Determine the number of lines in the listing below where the string "each" occurs; answer with the number alone.

### RECORDED INFORMATION

[Start of Attachment]

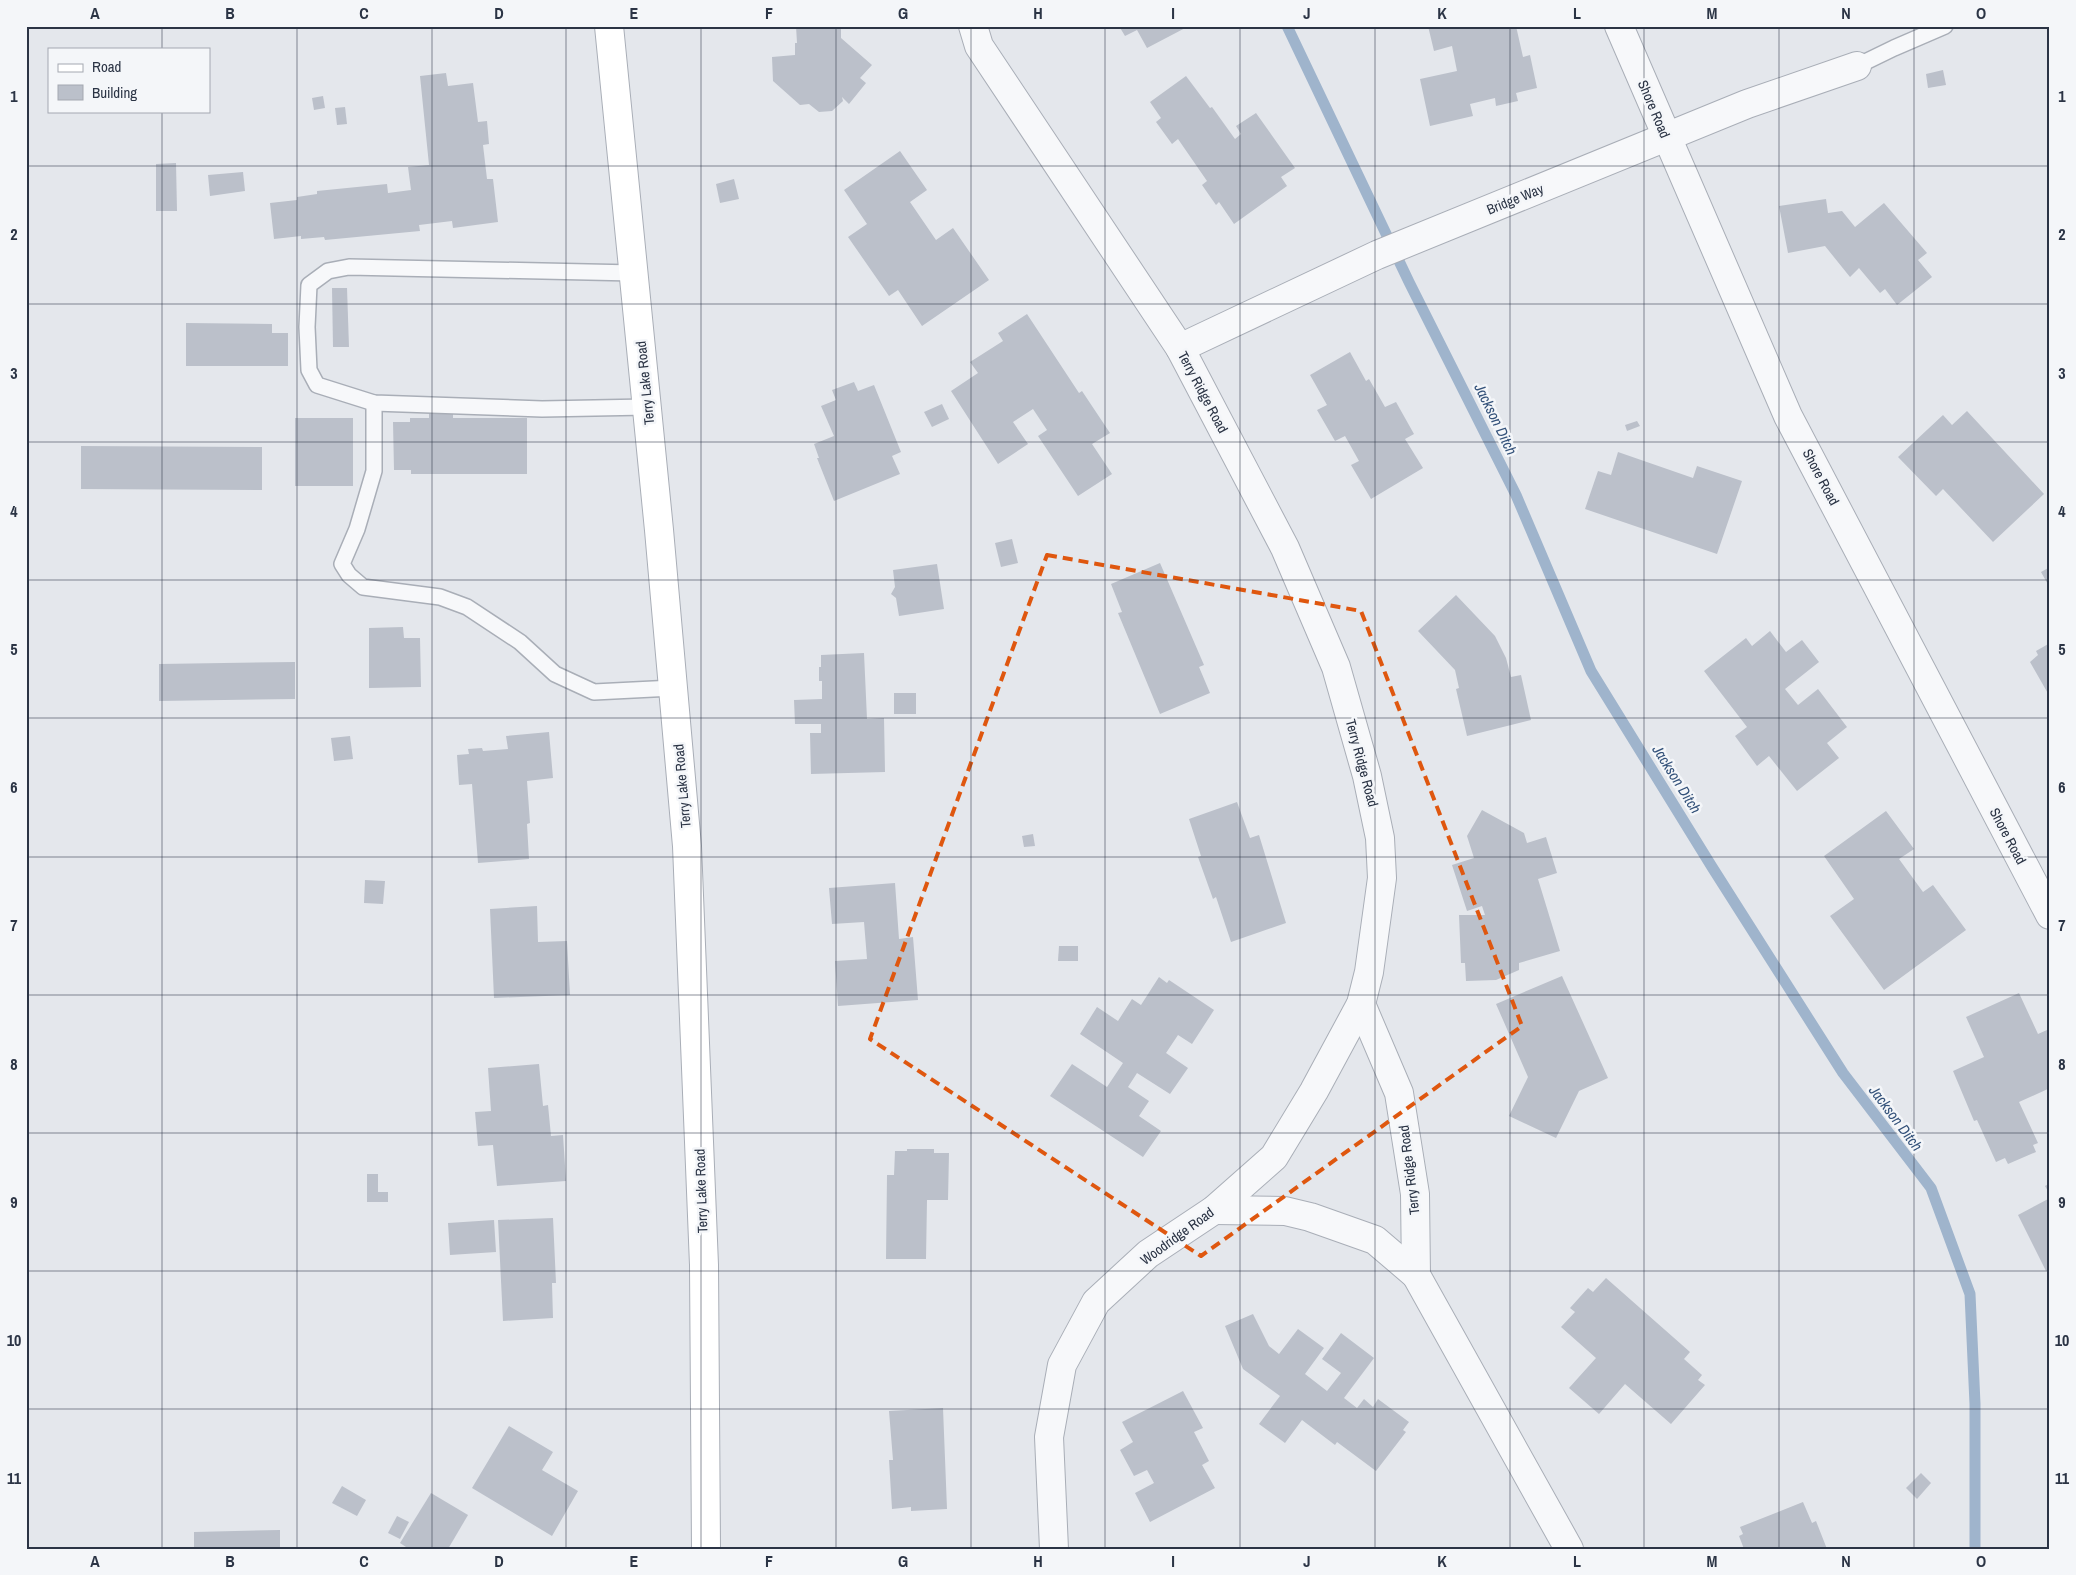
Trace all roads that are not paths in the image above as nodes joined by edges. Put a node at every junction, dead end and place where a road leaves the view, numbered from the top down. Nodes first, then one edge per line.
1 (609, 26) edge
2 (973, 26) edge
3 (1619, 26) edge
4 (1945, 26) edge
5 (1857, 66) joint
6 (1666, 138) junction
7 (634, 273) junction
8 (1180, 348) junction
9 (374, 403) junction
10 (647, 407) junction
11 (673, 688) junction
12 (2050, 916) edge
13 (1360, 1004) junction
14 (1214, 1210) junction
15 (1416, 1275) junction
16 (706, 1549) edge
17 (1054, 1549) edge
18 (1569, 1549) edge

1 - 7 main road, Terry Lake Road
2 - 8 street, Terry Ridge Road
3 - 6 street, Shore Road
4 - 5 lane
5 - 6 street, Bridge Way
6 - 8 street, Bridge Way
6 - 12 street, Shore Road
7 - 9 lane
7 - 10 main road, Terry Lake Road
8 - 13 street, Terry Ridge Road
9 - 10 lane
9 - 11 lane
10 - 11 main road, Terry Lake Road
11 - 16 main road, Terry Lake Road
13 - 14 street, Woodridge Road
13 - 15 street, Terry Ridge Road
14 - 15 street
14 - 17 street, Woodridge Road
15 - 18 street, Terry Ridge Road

[End of Attachment]
[Start of Attachment]

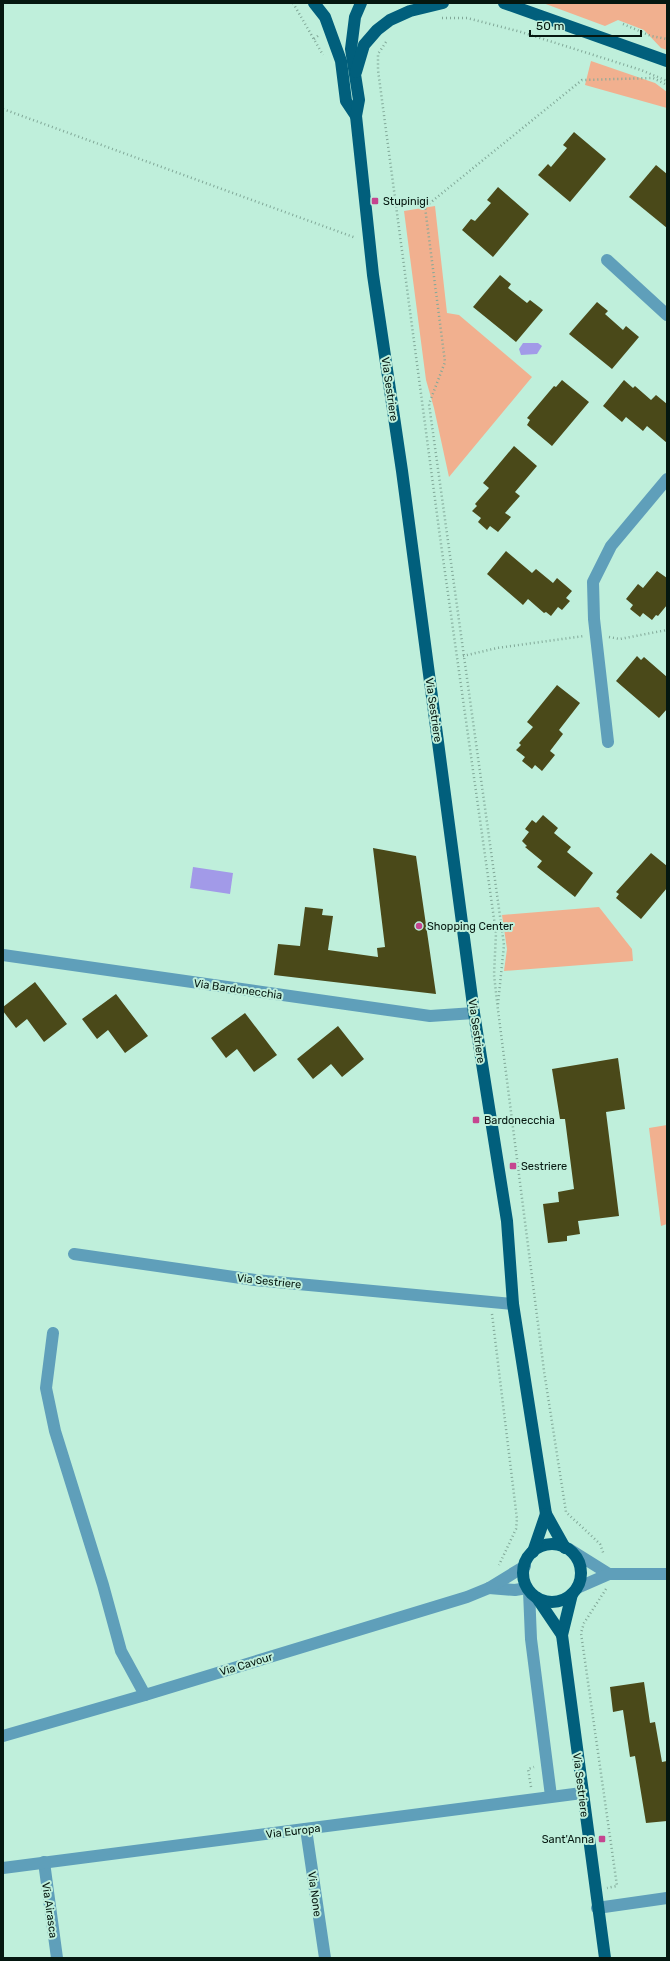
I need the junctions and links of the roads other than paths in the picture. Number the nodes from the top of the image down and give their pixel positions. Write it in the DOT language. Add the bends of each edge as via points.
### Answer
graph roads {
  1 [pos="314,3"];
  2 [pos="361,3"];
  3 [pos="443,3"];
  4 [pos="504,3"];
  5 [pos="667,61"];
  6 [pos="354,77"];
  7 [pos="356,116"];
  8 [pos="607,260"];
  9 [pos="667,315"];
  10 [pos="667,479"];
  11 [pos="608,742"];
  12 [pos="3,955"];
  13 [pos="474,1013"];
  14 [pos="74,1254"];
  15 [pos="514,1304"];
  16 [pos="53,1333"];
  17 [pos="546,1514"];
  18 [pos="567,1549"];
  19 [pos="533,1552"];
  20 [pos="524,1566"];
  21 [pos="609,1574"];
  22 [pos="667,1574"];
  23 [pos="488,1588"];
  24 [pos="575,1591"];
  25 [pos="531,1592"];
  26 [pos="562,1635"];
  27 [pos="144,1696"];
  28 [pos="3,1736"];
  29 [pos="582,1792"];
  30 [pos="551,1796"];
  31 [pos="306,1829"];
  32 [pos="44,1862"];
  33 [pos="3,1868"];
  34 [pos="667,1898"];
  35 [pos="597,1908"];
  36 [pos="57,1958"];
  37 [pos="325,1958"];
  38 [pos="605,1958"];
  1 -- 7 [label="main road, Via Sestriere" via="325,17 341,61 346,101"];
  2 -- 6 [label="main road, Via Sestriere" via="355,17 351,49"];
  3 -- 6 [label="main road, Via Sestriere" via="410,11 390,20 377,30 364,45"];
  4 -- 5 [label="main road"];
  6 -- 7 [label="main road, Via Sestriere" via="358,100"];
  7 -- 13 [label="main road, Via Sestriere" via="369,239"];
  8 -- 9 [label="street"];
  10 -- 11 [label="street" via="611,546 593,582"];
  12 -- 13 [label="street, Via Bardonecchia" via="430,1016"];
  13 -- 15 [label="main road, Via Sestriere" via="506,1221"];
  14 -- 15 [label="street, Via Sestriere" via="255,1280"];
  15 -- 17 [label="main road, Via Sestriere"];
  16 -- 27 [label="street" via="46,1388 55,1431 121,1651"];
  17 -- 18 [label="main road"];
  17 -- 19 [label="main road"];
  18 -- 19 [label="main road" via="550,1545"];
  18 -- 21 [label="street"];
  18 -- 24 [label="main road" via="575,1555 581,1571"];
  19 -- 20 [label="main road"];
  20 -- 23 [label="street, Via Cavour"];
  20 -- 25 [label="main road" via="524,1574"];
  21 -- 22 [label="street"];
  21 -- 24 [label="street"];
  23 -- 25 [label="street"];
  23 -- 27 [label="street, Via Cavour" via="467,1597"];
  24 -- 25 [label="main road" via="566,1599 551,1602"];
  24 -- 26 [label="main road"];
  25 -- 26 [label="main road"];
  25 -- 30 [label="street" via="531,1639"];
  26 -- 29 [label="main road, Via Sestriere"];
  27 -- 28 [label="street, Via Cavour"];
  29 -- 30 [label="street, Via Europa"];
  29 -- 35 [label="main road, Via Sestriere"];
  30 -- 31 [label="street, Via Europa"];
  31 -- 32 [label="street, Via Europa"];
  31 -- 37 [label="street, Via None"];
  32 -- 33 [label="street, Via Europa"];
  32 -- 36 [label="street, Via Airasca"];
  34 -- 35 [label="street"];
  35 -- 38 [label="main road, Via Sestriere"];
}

[End of Attachment]
[Start of Attachment]

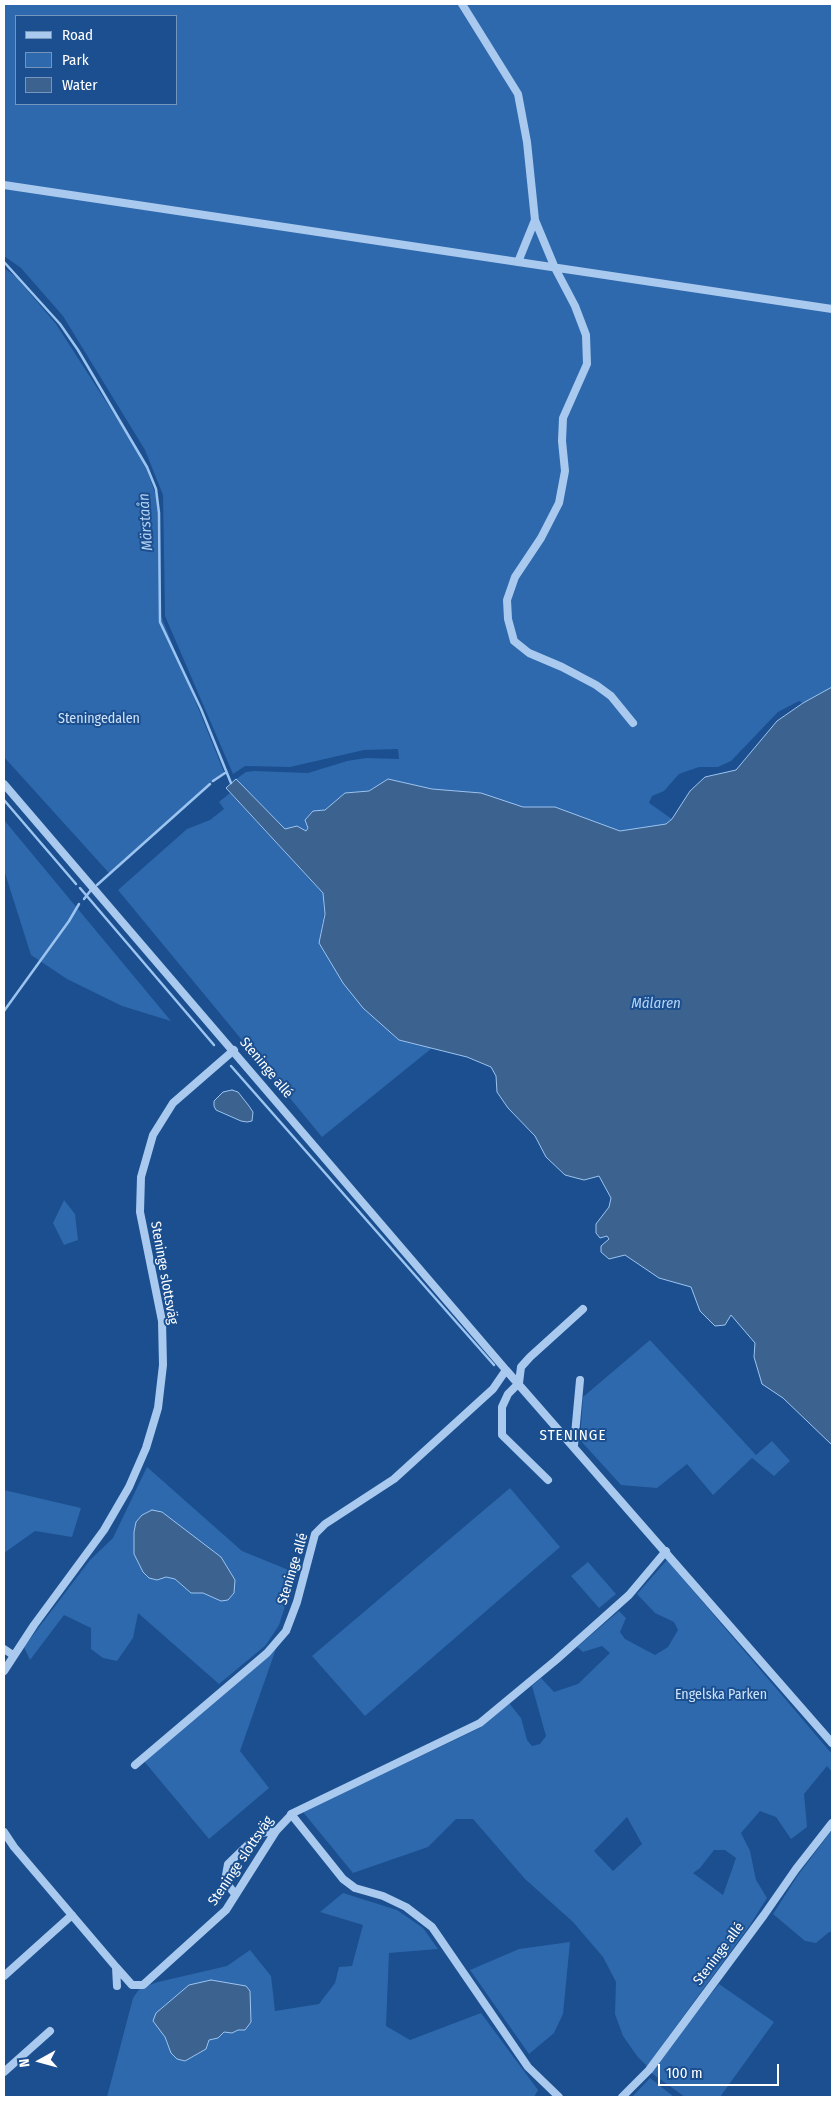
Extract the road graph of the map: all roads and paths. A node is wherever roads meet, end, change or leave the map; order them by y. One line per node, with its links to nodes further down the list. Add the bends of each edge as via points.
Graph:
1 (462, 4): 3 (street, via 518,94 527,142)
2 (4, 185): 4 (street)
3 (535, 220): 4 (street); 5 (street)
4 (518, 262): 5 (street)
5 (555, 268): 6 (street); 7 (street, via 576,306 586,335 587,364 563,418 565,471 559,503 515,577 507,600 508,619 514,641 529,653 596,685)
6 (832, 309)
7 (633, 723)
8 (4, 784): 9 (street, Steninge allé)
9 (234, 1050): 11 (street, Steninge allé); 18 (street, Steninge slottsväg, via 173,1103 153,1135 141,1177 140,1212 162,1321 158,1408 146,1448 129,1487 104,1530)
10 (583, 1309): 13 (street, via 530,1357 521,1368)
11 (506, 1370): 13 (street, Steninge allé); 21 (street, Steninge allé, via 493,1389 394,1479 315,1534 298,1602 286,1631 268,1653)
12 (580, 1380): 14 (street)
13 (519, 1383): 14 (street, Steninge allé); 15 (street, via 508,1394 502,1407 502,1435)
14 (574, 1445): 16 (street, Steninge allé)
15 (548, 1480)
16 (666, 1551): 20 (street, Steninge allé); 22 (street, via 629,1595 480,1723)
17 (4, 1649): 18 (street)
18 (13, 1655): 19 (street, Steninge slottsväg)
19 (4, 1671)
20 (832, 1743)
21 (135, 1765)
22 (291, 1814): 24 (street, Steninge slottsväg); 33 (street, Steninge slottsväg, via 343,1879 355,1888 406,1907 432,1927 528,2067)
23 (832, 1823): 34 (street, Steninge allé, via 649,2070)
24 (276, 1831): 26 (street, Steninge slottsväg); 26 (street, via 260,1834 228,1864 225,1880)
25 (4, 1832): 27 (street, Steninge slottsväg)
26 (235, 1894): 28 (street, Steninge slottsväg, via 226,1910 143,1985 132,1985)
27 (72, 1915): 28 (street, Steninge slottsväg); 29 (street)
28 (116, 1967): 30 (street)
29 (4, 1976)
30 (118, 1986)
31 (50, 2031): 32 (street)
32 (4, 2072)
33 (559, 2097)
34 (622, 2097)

[End of Attachment]

### OUTPUT FOR THIS EXERCISE
2